Community Add OnsFourteen Fundamentals

Fundamental Six: Lower Your Expectations & Aspirations


Another problem with staking your happiness on long-terms goals is, that when you get there, you may not know how to enjoy yourself.

Unfortunately, in many cases, the very attributes it took to get you to your goal may be antithetical to enjoying it once you arrive.

Often, the goal-oriented person must develop a whole host of “unhappiness” strategies to reach his or her goal. To achieve what they want to achieve in life, they often deny themselves much in the way of everyday pleasures. Typically, them limit their “fun time.” They sacrifice their marriage and family life. They give themselves little time to enjoy life. Instead, they work doggedly ahead toward their long-term ambitions.

As the months and years go by, they are subtly training themselves into fixed behavioral patterns of self-denial and sacrifice. At the same time, they slowly loose the capacity to enjoy life — bit by bit, extinguishing any “happiness” strategies they once might have had. In essence, the single-minded pursuit of of their goals is entrenching their worst “unhappiness” traits deep into their personality. Thus, when they actually arrive at their goal, they’ve lost the capacity to enjoy it.

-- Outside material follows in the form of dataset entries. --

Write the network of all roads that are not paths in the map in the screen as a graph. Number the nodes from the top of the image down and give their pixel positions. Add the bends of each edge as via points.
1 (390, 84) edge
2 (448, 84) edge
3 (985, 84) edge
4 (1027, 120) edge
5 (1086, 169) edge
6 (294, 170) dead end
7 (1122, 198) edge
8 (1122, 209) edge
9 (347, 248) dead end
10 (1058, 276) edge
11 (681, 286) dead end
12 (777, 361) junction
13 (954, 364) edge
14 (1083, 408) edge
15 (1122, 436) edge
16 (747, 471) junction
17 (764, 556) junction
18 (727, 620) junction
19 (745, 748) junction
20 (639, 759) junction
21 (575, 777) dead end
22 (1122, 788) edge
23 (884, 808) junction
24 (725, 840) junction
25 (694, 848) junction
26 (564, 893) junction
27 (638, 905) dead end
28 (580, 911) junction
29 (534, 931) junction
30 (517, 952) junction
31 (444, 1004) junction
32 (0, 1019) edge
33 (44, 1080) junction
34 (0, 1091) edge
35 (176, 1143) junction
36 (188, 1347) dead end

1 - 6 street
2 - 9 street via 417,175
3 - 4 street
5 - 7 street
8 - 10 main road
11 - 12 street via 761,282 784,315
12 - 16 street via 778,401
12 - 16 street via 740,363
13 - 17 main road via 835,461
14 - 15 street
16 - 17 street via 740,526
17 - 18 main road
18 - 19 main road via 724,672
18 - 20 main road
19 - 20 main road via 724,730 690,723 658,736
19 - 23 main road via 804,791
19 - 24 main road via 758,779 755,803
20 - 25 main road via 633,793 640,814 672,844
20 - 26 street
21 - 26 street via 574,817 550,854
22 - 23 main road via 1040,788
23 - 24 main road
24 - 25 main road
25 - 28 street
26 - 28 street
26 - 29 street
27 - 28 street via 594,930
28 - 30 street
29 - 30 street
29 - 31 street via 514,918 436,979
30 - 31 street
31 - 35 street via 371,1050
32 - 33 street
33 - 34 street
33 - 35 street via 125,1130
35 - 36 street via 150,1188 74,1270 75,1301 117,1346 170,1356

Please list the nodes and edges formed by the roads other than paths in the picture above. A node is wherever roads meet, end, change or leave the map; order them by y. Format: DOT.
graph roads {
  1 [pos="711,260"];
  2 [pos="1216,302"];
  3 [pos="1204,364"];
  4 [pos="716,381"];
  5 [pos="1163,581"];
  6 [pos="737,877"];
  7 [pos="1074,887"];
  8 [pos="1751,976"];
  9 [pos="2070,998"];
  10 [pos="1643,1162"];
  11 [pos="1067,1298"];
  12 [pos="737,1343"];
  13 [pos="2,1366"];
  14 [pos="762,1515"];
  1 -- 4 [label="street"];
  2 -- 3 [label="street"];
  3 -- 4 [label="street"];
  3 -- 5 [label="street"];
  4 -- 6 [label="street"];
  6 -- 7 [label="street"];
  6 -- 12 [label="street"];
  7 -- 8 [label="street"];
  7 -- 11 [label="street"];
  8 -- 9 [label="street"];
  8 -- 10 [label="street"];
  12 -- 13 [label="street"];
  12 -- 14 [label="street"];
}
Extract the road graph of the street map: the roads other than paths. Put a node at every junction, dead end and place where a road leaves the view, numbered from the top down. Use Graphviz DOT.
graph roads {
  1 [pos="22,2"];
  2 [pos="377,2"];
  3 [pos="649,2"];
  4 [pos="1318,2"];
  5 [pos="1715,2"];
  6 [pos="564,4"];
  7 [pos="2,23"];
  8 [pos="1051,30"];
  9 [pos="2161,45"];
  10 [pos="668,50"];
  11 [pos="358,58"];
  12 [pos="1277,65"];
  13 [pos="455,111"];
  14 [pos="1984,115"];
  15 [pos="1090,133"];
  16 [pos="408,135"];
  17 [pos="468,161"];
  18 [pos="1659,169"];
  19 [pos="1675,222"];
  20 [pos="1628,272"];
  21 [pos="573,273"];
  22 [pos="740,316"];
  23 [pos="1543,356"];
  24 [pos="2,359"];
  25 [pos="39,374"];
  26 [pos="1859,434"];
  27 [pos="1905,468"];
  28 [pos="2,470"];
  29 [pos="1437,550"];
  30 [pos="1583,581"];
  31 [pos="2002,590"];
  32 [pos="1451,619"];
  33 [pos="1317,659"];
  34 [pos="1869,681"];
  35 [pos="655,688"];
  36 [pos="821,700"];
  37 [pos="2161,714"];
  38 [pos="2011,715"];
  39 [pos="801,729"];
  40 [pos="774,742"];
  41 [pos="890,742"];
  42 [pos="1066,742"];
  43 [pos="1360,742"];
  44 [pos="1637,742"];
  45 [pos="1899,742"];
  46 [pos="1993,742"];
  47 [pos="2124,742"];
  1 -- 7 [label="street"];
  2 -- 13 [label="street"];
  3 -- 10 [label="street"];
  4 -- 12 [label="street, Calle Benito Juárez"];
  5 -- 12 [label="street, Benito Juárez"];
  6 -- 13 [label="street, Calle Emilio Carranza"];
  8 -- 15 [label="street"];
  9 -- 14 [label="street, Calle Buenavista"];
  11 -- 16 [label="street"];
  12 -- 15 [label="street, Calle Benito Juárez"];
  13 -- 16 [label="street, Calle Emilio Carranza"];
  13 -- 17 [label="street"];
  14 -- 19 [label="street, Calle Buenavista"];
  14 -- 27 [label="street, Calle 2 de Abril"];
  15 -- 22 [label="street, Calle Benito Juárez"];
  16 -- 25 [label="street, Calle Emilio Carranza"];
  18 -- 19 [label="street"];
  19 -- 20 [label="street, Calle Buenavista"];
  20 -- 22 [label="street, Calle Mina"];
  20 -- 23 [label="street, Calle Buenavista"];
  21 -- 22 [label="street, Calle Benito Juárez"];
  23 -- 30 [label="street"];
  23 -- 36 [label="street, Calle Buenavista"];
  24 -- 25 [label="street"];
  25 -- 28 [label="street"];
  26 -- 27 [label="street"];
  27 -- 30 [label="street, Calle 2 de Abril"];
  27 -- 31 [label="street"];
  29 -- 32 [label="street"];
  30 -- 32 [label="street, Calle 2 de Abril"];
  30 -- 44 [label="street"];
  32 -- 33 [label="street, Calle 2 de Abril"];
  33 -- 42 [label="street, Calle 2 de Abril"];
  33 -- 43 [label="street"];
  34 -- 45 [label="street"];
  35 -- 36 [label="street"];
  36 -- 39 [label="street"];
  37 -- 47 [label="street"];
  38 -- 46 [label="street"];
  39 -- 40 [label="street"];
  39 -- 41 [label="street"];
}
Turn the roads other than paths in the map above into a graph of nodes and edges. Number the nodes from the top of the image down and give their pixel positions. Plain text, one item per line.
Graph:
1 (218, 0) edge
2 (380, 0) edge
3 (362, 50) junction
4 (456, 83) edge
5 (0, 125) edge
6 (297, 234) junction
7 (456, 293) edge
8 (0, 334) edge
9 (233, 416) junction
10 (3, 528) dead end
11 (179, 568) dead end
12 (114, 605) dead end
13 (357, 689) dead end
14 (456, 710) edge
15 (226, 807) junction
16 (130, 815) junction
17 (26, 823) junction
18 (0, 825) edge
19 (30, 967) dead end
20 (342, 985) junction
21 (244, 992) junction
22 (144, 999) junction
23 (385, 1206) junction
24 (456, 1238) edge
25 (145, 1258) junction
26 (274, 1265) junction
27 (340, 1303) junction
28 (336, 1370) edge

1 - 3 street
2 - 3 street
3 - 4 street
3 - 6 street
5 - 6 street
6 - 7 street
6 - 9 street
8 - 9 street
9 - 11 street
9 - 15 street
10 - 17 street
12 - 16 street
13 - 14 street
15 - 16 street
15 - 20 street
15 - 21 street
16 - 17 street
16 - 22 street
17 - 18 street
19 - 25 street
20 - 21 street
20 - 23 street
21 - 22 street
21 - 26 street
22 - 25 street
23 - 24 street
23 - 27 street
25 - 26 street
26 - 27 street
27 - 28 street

Here they are, where they always wanted to be! Now they in a place they always believed would make them happy, but they don’t know how. They’re still driven; still unsatisfied; still wanting more. Somewhere along the way, their ability to be happy was lost…


Still another difficulty with staking ones happiness on long-term goals is the matter of when you’ve actually arrived.

Most people usually have a particular level of goal-attainment in mind, i.e., “I’ve got to get into Medical School!”   There, we have the assumption that when this goal is reached, we will be happy.

But what actually happens when we get there?

Well, we can’t be happy yet, because now it is obvious that we have to succeed in medical school and get our degree. So, only later, when we get there, apparently, is when we’ll be happy.

But now we have our degree and our Internship faces us. So it looks like we’ll have to postpone our happiness until we finish that and start our own practice. Thus, we do that. But it’s still just a beginning, because we’ve hardly started to achieve any respect or recognition among the other practitioners in our community.

The years go by, and we have finally achieved a high degree of local — and even regional — success and recognition. Yet when compared to those who are nationally — or even internationally recognized — for their medical work, we’ve hardly arrived at all. So when do we truly get there? When can we start to be happy?

If we’re waiting for success to make us happy, we may never know when to begin. No matter how many times we climb to the top of the achievement ladder we’ve set for our self, at the top rung there is another, even loftier ladder there — and we’re at the bottom rung of it.

No matter how high we climb in life, there’s always someplace higher to go. So if you’re waiting until you reach the top to be happy, you never will be.